1

I have the following regression model;

models <- lapply(1:25, function(x) lm(Y_df[,x] ~ X1))

Which runs 25 regressions on 25 columns in the Y_df dataframe.

One of the outputs can be shown as;

models[15] # Gives me the coefficients for model 15

Call:
lm(formula = Y_df[, x] ~ X1)

Coefficients:
(Intercept)         X1 
  0.1296812    1.0585835  

Which I can store in a separate df. The problem I am running into is regarding Std. Error, R2, residules etc.

I would like to store these also into a separate dataframe.

I can run individual regressions and extract the summaries as a normal R regression output would look like.

ls_1 <- summary(models[[1]])
ls_1
ls_1$sigma

However I am hoping to take the values directly from the line of code which runs the 25 regressions.

This code works

> (models[[15]]$coefficients)
  (Intercept)          X1 
-0.3643446787  1.0789369642

However; this code does not.

> (models[[15]]$sigma)
NULL

I have tried a variety of different combinations to try and extract these results with no luck.

The following did exactly what I wanted perfectly. I had hoped there was a way to replace the word coef with Std Error or R2 etc. but this does not work.
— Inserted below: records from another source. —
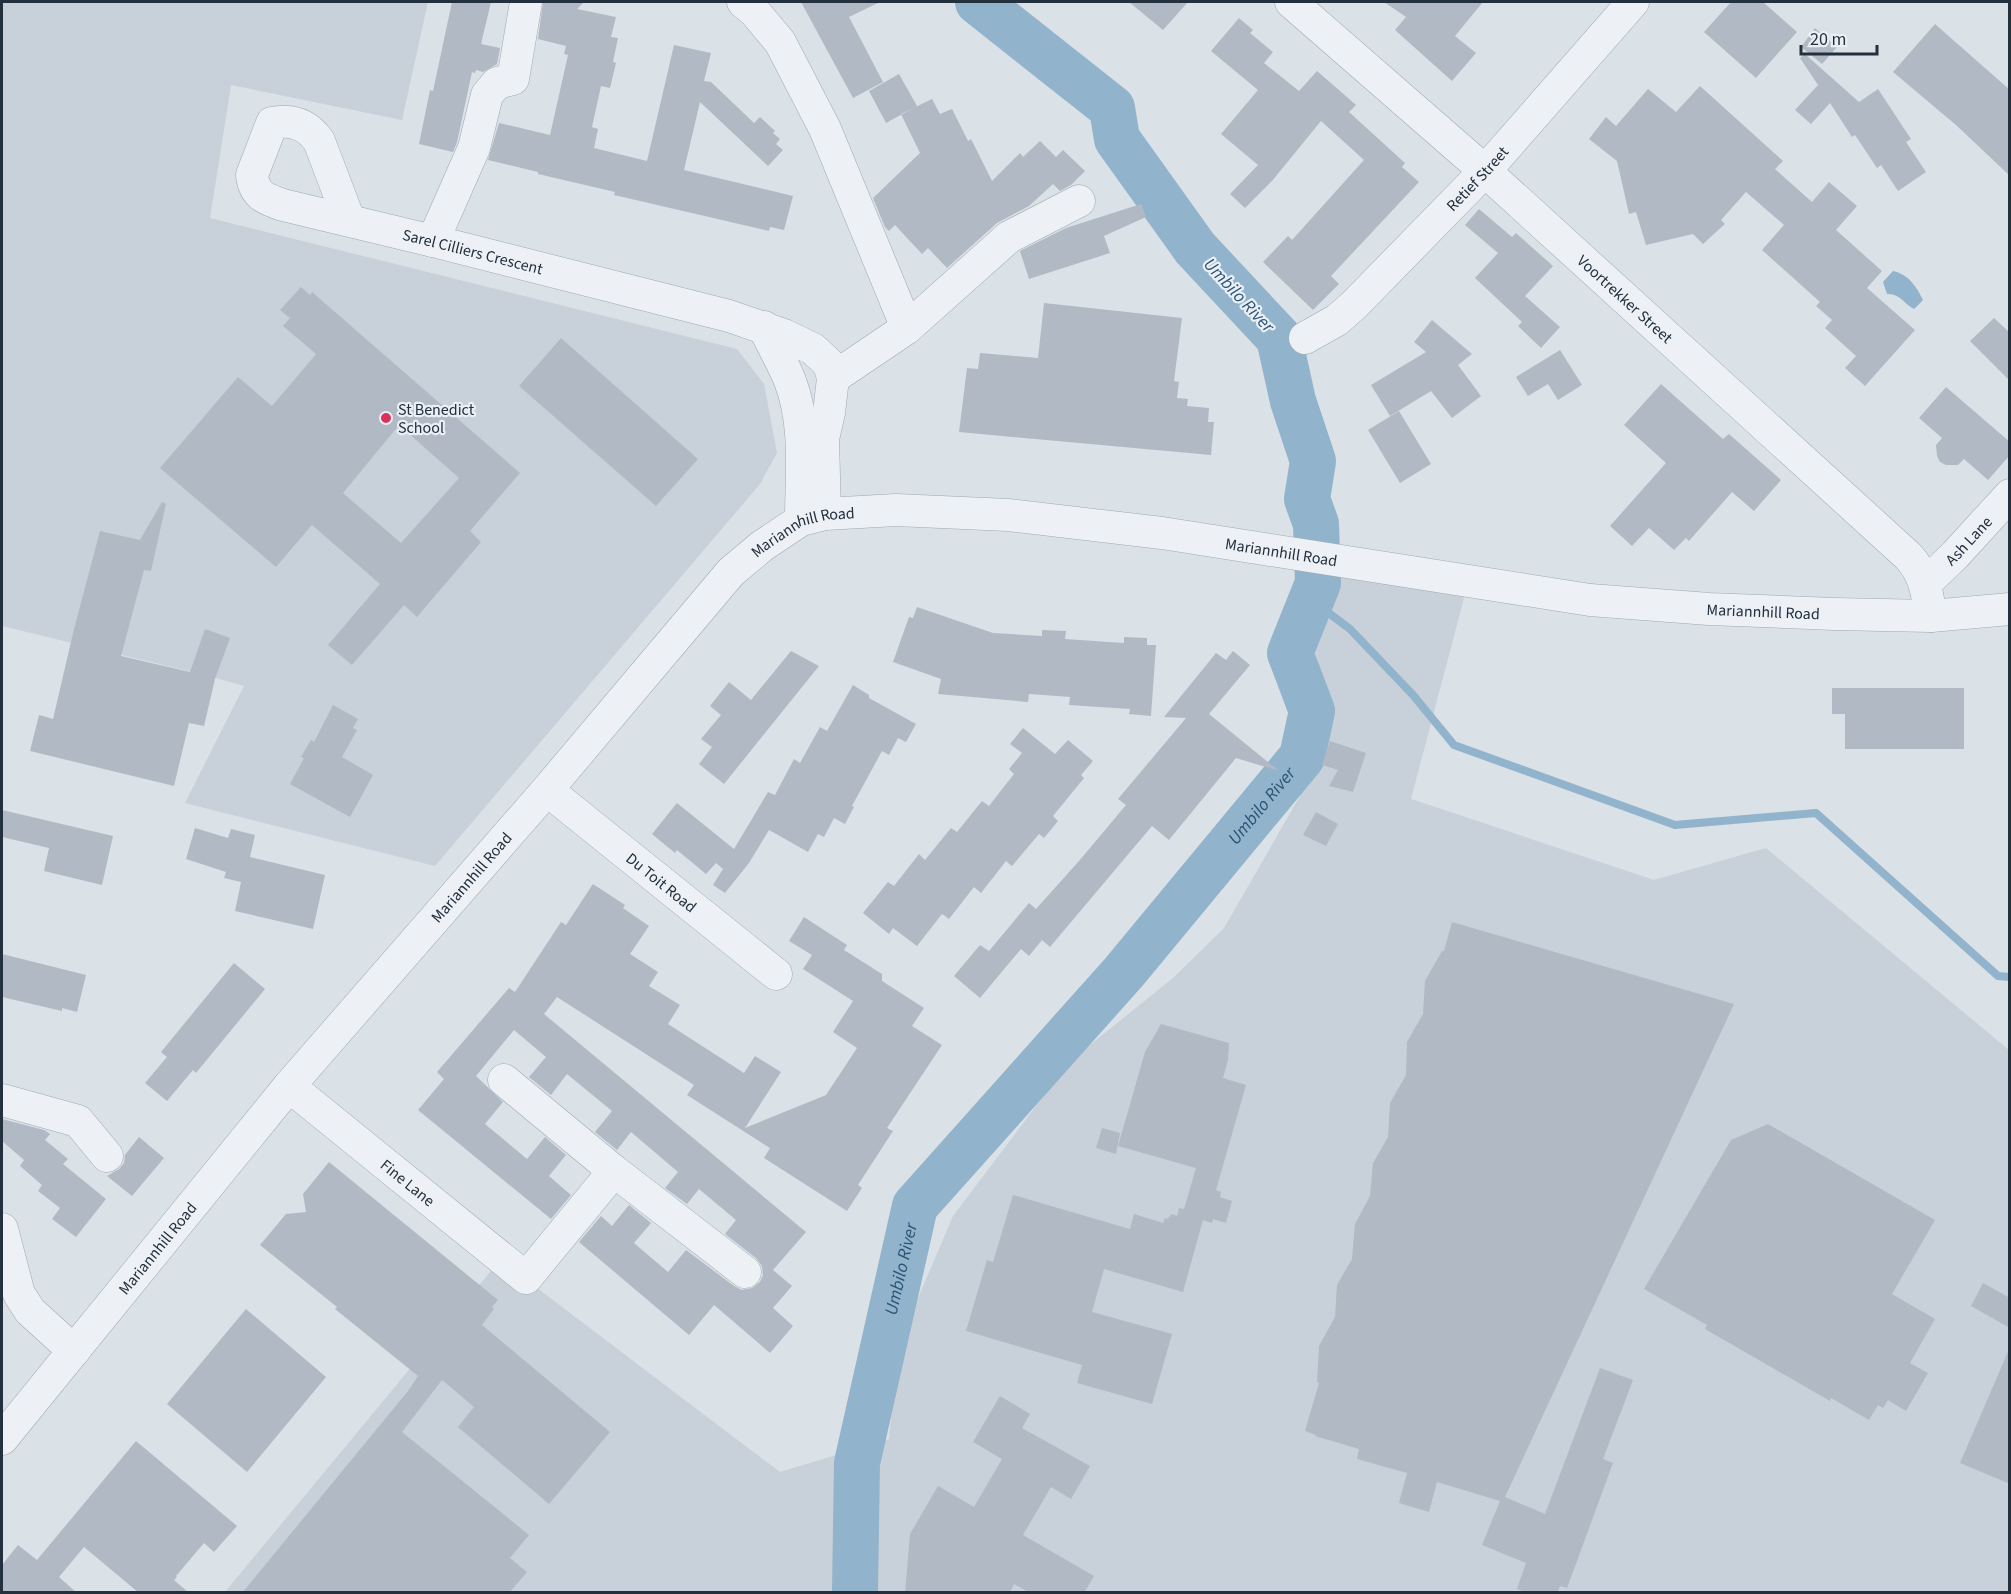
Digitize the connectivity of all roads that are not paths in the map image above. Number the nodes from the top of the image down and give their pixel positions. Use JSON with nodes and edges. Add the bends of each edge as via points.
{"nodes":[{"id":1,"x":526,"y":2,"type":"edge"},
{"id":2,"x":743,"y":2,"type":"edge"},
{"id":3,"x":1291,"y":2,"type":"edge"},
{"id":4,"x":1633,"y":2,"type":"edge"},
{"id":5,"x":1485,"y":171,"type":"junction"},
{"id":6,"x":1078,"y":201,"type":"dead end"},
{"id":7,"x":349,"y":220,"type":"junction"},
{"id":8,"x":433,"y":241,"type":"junction"},
{"id":9,"x":764,"y":327,"type":"junction"},
{"id":10,"x":907,"y":328,"type":"junction"},
{"id":11,"x":1305,"y":338,"type":"dead end"},
{"id":12,"x":833,"y":378,"type":"junction"},
{"id":13,"x":2010,"y":495,"type":"edge"},
{"id":14,"x":813,"y":517,"type":"junction"},
{"id":15,"x":1926,"y":584,"type":"junction"},
{"id":16,"x":2010,"y":609,"type":"edge"},
{"id":17,"x":1930,"y":616,"type":"junction"},
{"id":18,"x":547,"y":790,"type":"junction"},
{"id":19,"x":776,"y":974,"type":"dead end"},
{"id":20,"x":504,"y":1080,"type":"dead end"},
{"id":21,"x":289,"y":1086,"type":"junction"},
{"id":22,"x":2,"y":1100,"type":"edge"},
{"id":23,"x":107,"y":1156,"type":"dead end"},
{"id":24,"x":614,"y":1171,"type":"junction"},
{"id":25,"x":2,"y":1229,"type":"edge"},
{"id":26,"x":745,"y":1272,"type":"dead end"},
{"id":27,"x":74,"y":1351,"type":"junction"},
{"id":28,"x":2,"y":1439,"type":"edge"}],
"edges":[{"from":1,"to":8,"type":"street","via":[[513,79],[497,83],[487,95],[474,148]]},
{"from":2,"to":10,"type":"street","via":[[780,42],[825,129]]},
{"from":3,"to":5,"type":"street","name":"Voortrekker Street"},
{"from":4,"to":5,"type":"street","name":"Retief Street"},
{"from":5,"to":11,"type":"street","name":"Retief Street","via":[[1355,304],[1337,320]]},
{"from":5,"to":15,"type":"street","name":"Voortrekker Street","via":[[1908,556]]},
{"from":6,"to":10,"type":"street","via":[[1009,237]]},
{"from":7,"to":7,"type":"street","name":"Sarel Cilliers Crescent","via":[[283,205],[256,192],[252,175],[272,123],[292,121],[312,132]]},
{"from":7,"to":8,"type":"street","name":"Sarel Cilliers Crescent"},
{"from":8,"to":9,"type":"street","name":"Sarel Cilliers Crescent"},
{"from":9,"to":12,"type":"street","name":"Sarel Cilliers Crescent","via":[[813,349],[829,364]]},
{"from":9,"to":14,"type":"street","via":[[796,398]]},
{"from":10,"to":12,"type":"street"},
{"from":12,"to":14,"type":"street"},
{"from":13,"to":15,"type":"street","name":"Ash Lane"},
{"from":14,"to":17,"type":"street","name":"Mariannhill Road","via":[[896,510],[1008,515],[1273,549],[1590,600],[1787,613]]},
{"from":14,"to":18,"type":"street","name":"Mariannhill Road","via":[[762,546],[731,572],[616,726]]},
{"from":15,"to":17,"type":"street","name":"Voortrekker Street"},
{"from":16,"to":17,"type":"street","name":"Mariannhill Road"},
{"from":18,"to":19,"type":"street","name":"Du Toit Road"},
{"from":18,"to":21,"type":"street","name":"Mariannhill Road"},
{"from":20,"to":24,"type":"street"},
{"from":21,"to":24,"type":"street","name":"Fine Lane","via":[[526,1278]]},
{"from":21,"to":27,"type":"street","name":"Mariannhill Road"},
{"from":22,"to":23,"type":"street","via":[[78,1121]]},
{"from":24,"to":26,"type":"street"},
{"from":25,"to":27,"type":"street","via":[[19,1294],[30,1311]]},
{"from":27,"to":28,"type":"street","name":"Mariannhill Road"}]}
models <- lapply(1:25, function(x) lm(Y_df[,x] ~ X1))
# extract just coefficients
coefficients <- sapply(Y_df, coef)

Ideally I would like to store the Std Error from the above model

user113156
  • 6,761
  • 5
  • 35
  • 81
  • 2
    Possible duplicate of [pull out p-values and r-squared from a linear regression](https://stackoverflow.com/questions/5587676/pull-out-p-values-and-r-squared-from-a-linear-regression) – dww Dec 01 '17 at 19:12
  • Very simple. You need to calculate the summary in order to get the additional statistics. – Roman Luštrik Dec 01 '17 at 19:44
  • Not a duplicate. I knew how to extract singly the coefficients, Rsquared etc but for this particular task I wanted to extract the values for 25 regressions and store them in a df – user113156 Dec 01 '17 at 19:55
  • Use `summary` in your sapply` (don't forget `simplify = FALSE`) and you should have summary statistics available to fetch using the `sapply`-way. – Roman Luštrik Dec 02 '17 at 10:05
  • Hi Ben I can live with that I just observe that most new users who would be searching check answers long before they read **all** the comments. There are a plethora of related but unlinked answers about how to get `lm` results with variations on the # of IV or DV and really just can be via loop, apply family or purrr. They may not be direct duplicates because of some nuance but they are all related – Chuck P Sep 18 '20 at 19:38

1 Answers1

0

If a model is named mod, you can get to all of the residuals in the same way as the coefficients:

mod$residuals

There are also functions that extract the coefficients and residuals:

coef(mod)
resid(mod)

The other outputs, you can extract via summary:

summary(mod)$coef[,"Std. Error"]  # standard errors
summary(mod)$r.squared            # r squared
summary(mod)$adj.r.squared        # adjusted r squared

So you can either create a list containing each of these results for each model:

outputList <- lapply(models, function(x){
  coefs <- coef(mod)
  stdErr <- summary(mod)$coef[,"Std. Error"]
  rsq <- summary(mod)$r.squared
  rsq_adj <- summary(mod)$adj.r.squared
  rsd <- resid(mod)
  list(coefs = coefs, 
       stdErr = stdErr, 
       rsq = rsq, 
       rsq_adj = rsq_adj, 
       rsd = rsd)
})

You can then get to the rsq for mod1 via outputList$mod1$rsq, for example.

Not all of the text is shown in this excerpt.